■ **Exercise**
Set the data down once more, in full and exactly.

▼▼▼

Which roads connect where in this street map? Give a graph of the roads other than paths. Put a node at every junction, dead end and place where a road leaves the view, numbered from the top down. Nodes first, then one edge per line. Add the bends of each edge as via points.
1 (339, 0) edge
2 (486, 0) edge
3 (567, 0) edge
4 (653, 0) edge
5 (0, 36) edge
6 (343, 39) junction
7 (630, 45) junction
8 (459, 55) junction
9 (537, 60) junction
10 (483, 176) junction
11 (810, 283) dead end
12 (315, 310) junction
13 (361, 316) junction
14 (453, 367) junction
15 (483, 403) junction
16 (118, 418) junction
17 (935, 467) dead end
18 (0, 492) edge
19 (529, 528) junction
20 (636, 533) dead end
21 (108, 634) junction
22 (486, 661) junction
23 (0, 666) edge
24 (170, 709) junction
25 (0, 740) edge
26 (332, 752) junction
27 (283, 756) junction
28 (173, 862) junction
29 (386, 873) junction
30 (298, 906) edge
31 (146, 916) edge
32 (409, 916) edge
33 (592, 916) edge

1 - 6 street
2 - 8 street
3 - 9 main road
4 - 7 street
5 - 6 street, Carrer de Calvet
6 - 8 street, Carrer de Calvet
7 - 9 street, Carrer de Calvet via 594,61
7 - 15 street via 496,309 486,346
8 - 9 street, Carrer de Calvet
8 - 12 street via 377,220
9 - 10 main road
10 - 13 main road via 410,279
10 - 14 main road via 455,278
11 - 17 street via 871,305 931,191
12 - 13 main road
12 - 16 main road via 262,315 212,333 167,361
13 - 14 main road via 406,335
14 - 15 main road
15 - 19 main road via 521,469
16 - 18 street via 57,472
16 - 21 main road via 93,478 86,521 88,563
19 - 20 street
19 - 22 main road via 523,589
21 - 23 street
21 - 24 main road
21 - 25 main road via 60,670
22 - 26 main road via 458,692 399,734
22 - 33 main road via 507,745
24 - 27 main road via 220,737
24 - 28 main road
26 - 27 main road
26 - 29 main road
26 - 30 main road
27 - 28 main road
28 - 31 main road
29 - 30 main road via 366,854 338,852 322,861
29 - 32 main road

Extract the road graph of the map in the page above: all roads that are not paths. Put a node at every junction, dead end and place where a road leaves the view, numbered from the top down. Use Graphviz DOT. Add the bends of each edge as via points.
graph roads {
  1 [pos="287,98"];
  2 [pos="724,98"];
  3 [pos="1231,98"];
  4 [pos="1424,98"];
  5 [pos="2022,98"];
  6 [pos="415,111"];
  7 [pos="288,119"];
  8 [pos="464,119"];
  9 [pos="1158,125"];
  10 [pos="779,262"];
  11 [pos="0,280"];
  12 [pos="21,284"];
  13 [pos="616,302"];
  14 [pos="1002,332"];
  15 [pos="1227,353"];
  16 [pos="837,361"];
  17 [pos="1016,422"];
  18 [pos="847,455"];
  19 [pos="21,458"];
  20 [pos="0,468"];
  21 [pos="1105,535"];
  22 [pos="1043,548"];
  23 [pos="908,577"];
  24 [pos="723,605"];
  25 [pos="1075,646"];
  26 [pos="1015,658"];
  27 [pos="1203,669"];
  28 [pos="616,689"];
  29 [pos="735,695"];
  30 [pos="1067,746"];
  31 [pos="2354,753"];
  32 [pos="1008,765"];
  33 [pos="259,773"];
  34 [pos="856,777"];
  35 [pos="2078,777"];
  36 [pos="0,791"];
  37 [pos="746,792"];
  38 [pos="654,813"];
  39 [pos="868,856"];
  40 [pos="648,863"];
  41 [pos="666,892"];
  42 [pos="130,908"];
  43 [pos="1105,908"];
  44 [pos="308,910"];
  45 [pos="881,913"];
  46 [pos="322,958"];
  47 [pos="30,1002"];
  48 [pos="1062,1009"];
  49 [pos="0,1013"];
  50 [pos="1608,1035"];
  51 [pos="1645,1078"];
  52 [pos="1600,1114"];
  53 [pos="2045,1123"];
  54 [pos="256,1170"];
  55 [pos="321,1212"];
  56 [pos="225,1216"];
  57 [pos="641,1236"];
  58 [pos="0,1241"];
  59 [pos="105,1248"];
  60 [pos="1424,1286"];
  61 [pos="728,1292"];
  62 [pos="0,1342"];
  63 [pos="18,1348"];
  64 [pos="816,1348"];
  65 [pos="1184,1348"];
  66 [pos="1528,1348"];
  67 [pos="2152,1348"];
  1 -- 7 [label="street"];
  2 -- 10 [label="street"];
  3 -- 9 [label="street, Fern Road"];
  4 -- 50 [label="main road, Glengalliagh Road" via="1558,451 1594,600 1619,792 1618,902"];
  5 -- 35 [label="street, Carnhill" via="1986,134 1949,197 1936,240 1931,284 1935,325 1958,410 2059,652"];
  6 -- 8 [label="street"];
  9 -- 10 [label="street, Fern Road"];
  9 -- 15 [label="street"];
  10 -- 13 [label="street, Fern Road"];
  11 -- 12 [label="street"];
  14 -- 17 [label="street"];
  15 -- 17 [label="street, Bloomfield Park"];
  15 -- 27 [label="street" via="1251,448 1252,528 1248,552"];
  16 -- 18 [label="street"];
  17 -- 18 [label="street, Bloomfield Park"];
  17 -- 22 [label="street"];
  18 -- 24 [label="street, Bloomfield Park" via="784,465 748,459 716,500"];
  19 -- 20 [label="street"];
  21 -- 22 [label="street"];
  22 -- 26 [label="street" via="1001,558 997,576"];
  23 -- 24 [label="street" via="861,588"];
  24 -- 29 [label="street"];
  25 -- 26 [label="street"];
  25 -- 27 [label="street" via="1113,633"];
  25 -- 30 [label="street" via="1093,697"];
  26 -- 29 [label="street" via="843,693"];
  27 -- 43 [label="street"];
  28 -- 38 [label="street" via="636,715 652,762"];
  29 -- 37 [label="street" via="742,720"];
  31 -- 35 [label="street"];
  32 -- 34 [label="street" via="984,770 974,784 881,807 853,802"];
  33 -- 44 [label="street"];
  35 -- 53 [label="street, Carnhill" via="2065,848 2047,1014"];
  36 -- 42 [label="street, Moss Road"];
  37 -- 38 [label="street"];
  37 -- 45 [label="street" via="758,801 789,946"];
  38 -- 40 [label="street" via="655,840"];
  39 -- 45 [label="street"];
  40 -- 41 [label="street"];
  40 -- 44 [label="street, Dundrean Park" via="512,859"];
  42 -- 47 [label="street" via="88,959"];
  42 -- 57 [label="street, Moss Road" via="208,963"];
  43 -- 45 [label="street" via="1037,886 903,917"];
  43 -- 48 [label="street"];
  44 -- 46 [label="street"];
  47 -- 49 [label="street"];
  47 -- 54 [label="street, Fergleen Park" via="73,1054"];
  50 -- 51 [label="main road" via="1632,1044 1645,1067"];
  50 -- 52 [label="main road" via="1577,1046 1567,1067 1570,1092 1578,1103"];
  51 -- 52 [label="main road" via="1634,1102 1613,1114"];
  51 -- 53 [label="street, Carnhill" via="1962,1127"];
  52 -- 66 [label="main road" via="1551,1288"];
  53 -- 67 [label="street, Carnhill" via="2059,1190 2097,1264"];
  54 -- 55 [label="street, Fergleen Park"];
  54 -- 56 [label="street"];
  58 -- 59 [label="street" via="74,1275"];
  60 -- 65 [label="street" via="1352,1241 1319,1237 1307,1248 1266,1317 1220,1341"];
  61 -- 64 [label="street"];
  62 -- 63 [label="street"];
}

▲▲▲

■ **Task response**
Which roads connect where in this street map? Give a graph of the roads other than paths. Put a node at every junction, dead end and place where a road leaves the view, numbered from the top down. Nodes first, then one edge per line. Add the bends of each edge as via points.
1 (339, 0) edge
2 (486, 0) edge
3 (567, 0) edge
4 (653, 0) edge
5 (0, 36) edge
6 (343, 39) junction
7 (630, 45) junction
8 (459, 55) junction
9 (537, 60) junction
10 (483, 176) junction
11 (810, 283) dead end
12 (315, 310) junction
13 (361, 316) junction
14 (453, 367) junction
15 (483, 403) junction
16 (118, 418) junction
17 (935, 467) dead end
18 (0, 492) edge
19 (529, 528) junction
20 (636, 533) dead end
21 (108, 634) junction
22 (486, 661) junction
23 (0, 666) edge
24 (170, 709) junction
25 (0, 740) edge
26 (332, 752) junction
27 (283, 756) junction
28 (173, 862) junction
29 (386, 873) junction
30 (298, 906) edge
31 (146, 916) edge
32 (409, 916) edge
33 (592, 916) edge

1 - 6 street
2 - 8 street
3 - 9 main road
4 - 7 street
5 - 6 street, Carrer de Calvet
6 - 8 street, Carrer de Calvet
7 - 9 street, Carrer de Calvet via 594,61
7 - 15 street via 496,309 486,346
8 - 9 street, Carrer de Calvet
8 - 12 street via 377,220
9 - 10 main road
10 - 13 main road via 410,279
10 - 14 main road via 455,278
11 - 17 street via 871,305 931,191
12 - 13 main road
12 - 16 main road via 262,315 212,333 167,361
13 - 14 main road via 406,335
14 - 15 main road
15 - 19 main road via 521,469
16 - 18 street via 57,472
16 - 21 main road via 93,478 86,521 88,563
19 - 20 street
19 - 22 main road via 523,589
21 - 23 street
21 - 24 main road
21 - 25 main road via 60,670
22 - 26 main road via 458,692 399,734
22 - 33 main road via 507,745
24 - 27 main road via 220,737
24 - 28 main road
26 - 27 main road
26 - 29 main road
26 - 30 main road
27 - 28 main road
28 - 31 main road
29 - 30 main road via 366,854 338,852 322,861
29 - 32 main road

Extract the road graph of the map in the page above: all roads that are not paths. Put a node at every junction, dead end and place where a road leaves the view, numbered from the top down. Use Graphviz DOT. Add the bends of each edge as via points.
graph roads {
  1 [pos="287,98"];
  2 [pos="724,98"];
  3 [pos="1231,98"];
  4 [pos="1424,98"];
  5 [pos="2022,98"];
  6 [pos="415,111"];
  7 [pos="288,119"];
  8 [pos="464,119"];
  9 [pos="1158,125"];
  10 [pos="779,262"];
  11 [pos="0,280"];
  12 [pos="21,284"];
  13 [pos="616,302"];
  14 [pos="1002,332"];
  15 [pos="1227,353"];
  16 [pos="837,361"];
  17 [pos="1016,422"];
  18 [pos="847,455"];
  19 [pos="21,458"];
  20 [pos="0,468"];
  21 [pos="1105,535"];
  22 [pos="1043,548"];
  23 [pos="908,577"];
  24 [pos="723,605"];
  25 [pos="1075,646"];
  26 [pos="1015,658"];
  27 [pos="1203,669"];
  28 [pos="616,689"];
  29 [pos="735,695"];
  30 [pos="1067,746"];
  31 [pos="2354,753"];
  32 [pos="1008,765"];
  33 [pos="259,773"];
  34 [pos="856,777"];
  35 [pos="2078,777"];
  36 [pos="0,791"];
  37 [pos="746,792"];
  38 [pos="654,813"];
  39 [pos="868,856"];
  40 [pos="648,863"];
  41 [pos="666,892"];
  42 [pos="130,908"];
  43 [pos="1105,908"];
  44 [pos="308,910"];
  45 [pos="881,913"];
  46 [pos="322,958"];
  47 [pos="30,1002"];
  48 [pos="1062,1009"];
  49 [pos="0,1013"];
  50 [pos="1608,1035"];
  51 [pos="1645,1078"];
  52 [pos="1600,1114"];
  53 [pos="2045,1123"];
  54 [pos="256,1170"];
  55 [pos="321,1212"];
  56 [pos="225,1216"];
  57 [pos="641,1236"];
  58 [pos="0,1241"];
  59 [pos="105,1248"];
  60 [pos="1424,1286"];
  61 [pos="728,1292"];
  62 [pos="0,1342"];
  63 [pos="18,1348"];
  64 [pos="816,1348"];
  65 [pos="1184,1348"];
  66 [pos="1528,1348"];
  67 [pos="2152,1348"];
  1 -- 7 [label="street"];
  2 -- 10 [label="street"];
  3 -- 9 [label="street, Fern Road"];
  4 -- 50 [label="main road, Glengalliagh Road" via="1558,451 1594,600 1619,792 1618,902"];
  5 -- 35 [label="street, Carnhill" via="1986,134 1949,197 1936,240 1931,284 1935,325 1958,410 2059,652"];
  6 -- 8 [label="street"];
  9 -- 10 [label="street, Fern Road"];
  9 -- 15 [label="street"];
  10 -- 13 [label="street, Fern Road"];
  11 -- 12 [label="street"];
  14 -- 17 [label="street"];
  15 -- 17 [label="street, Bloomfield Park"];
  15 -- 27 [label="street" via="1251,448 1252,528 1248,552"];
  16 -- 18 [label="street"];
  17 -- 18 [label="street, Bloomfield Park"];
  17 -- 22 [label="street"];
  18 -- 24 [label="street, Bloomfield Park" via="784,465 748,459 716,500"];
  19 -- 20 [label="street"];
  21 -- 22 [label="street"];
  22 -- 26 [label="street" via="1001,558 997,576"];
  23 -- 24 [label="street" via="861,588"];
  24 -- 29 [label="street"];
  25 -- 26 [label="street"];
  25 -- 27 [label="street" via="1113,633"];
  25 -- 30 [label="street" via="1093,697"];
  26 -- 29 [label="street" via="843,693"];
  27 -- 43 [label="street"];
  28 -- 38 [label="street" via="636,715 652,762"];
  29 -- 37 [label="street" via="742,720"];
  31 -- 35 [label="street"];
  32 -- 34 [label="street" via="984,770 974,784 881,807 853,802"];
  33 -- 44 [label="street"];
  35 -- 53 [label="street, Carnhill" via="2065,848 2047,1014"];
  36 -- 42 [label="street, Moss Road"];
  37 -- 38 [label="street"];
  37 -- 45 [label="street" via="758,801 789,946"];
  38 -- 40 [label="street" via="655,840"];
  39 -- 45 [label="street"];
  40 -- 41 [label="street"];
  40 -- 44 [label="street, Dundrean Park" via="512,859"];
  42 -- 47 [label="street" via="88,959"];
  42 -- 57 [label="street, Moss Road" via="208,963"];
  43 -- 45 [label="street" via="1037,886 903,917"];
  43 -- 48 [label="street"];
  44 -- 46 [label="street"];
  47 -- 49 [label="street"];
  47 -- 54 [label="street, Fergleen Park" via="73,1054"];
  50 -- 51 [label="main road" via="1632,1044 1645,1067"];
  50 -- 52 [label="main road" via="1577,1046 1567,1067 1570,1092 1578,1103"];
  51 -- 52 [label="main road" via="1634,1102 1613,1114"];
  51 -- 53 [label="street, Carnhill" via="1962,1127"];
  52 -- 66 [label="main road" via="1551,1288"];
  53 -- 67 [label="street, Carnhill" via="2059,1190 2097,1264"];
  54 -- 55 [label="street, Fergleen Park"];
  54 -- 56 [label="street"];
  58 -- 59 [label="street" via="74,1275"];
  60 -- 65 [label="street" via="1352,1241 1319,1237 1307,1248 1266,1317 1220,1341"];
  61 -- 64 [label="street"];
  62 -- 63 [label="street"];
}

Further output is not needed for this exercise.